Start of Task data
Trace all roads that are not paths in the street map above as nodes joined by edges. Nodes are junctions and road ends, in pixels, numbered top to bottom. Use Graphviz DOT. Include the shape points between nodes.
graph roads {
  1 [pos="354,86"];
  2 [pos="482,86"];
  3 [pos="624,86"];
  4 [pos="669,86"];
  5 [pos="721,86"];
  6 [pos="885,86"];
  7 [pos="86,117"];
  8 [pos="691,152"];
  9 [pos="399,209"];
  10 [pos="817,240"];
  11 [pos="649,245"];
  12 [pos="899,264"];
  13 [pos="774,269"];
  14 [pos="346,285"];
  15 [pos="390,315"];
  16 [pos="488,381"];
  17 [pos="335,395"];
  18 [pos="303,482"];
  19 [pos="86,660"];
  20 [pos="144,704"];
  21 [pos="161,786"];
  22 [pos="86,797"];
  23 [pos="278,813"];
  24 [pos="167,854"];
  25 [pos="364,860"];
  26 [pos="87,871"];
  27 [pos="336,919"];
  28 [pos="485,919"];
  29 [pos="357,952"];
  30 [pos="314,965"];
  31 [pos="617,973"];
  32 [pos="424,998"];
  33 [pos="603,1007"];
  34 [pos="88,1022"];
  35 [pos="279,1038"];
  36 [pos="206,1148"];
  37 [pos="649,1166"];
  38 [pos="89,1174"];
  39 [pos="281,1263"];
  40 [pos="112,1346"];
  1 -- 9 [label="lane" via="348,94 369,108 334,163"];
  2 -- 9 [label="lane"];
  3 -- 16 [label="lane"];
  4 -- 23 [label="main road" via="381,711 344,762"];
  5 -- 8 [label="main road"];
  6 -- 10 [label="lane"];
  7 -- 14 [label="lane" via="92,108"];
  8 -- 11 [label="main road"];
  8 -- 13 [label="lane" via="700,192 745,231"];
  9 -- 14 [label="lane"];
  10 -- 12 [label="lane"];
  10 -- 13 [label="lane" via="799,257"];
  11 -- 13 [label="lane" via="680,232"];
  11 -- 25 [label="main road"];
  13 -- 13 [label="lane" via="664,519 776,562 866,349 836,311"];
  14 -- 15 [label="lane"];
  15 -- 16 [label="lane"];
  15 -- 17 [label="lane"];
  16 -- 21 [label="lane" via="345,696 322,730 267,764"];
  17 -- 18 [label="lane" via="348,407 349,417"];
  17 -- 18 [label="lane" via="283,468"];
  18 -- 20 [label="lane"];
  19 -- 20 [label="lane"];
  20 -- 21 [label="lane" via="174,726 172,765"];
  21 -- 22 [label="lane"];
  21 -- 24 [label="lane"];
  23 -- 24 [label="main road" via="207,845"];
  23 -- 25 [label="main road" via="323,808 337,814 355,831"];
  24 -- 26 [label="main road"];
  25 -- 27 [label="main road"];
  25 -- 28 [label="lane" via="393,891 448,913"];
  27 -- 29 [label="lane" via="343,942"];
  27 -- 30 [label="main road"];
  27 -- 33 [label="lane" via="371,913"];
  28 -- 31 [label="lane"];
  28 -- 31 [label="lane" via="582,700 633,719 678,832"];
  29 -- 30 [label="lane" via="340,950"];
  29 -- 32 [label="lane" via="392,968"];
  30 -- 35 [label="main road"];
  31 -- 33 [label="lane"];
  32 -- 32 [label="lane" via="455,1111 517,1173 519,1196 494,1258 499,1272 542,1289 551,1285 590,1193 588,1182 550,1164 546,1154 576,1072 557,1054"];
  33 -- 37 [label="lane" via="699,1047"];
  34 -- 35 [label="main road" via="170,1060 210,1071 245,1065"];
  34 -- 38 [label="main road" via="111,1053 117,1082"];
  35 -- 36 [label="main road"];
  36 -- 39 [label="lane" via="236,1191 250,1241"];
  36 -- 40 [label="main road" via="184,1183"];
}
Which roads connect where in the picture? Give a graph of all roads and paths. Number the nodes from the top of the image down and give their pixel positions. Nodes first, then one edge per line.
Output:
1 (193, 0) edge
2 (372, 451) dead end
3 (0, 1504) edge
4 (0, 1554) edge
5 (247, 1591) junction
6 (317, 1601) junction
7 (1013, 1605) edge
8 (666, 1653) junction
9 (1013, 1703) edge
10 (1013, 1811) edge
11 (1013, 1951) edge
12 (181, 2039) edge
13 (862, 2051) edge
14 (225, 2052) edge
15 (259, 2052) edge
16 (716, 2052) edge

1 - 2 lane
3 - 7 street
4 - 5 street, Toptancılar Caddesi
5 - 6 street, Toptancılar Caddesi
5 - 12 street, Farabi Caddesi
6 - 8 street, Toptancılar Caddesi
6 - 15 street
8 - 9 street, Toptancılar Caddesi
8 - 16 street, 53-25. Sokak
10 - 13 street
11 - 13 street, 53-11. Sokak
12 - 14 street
End of Task data
> Assigned task
Look for the word "Sokak" in every line of the listing and copy the lines that have it.

> Answer space
8 - 16 street, 53-25. Sokak
11 - 13 street, 53-11. Sokak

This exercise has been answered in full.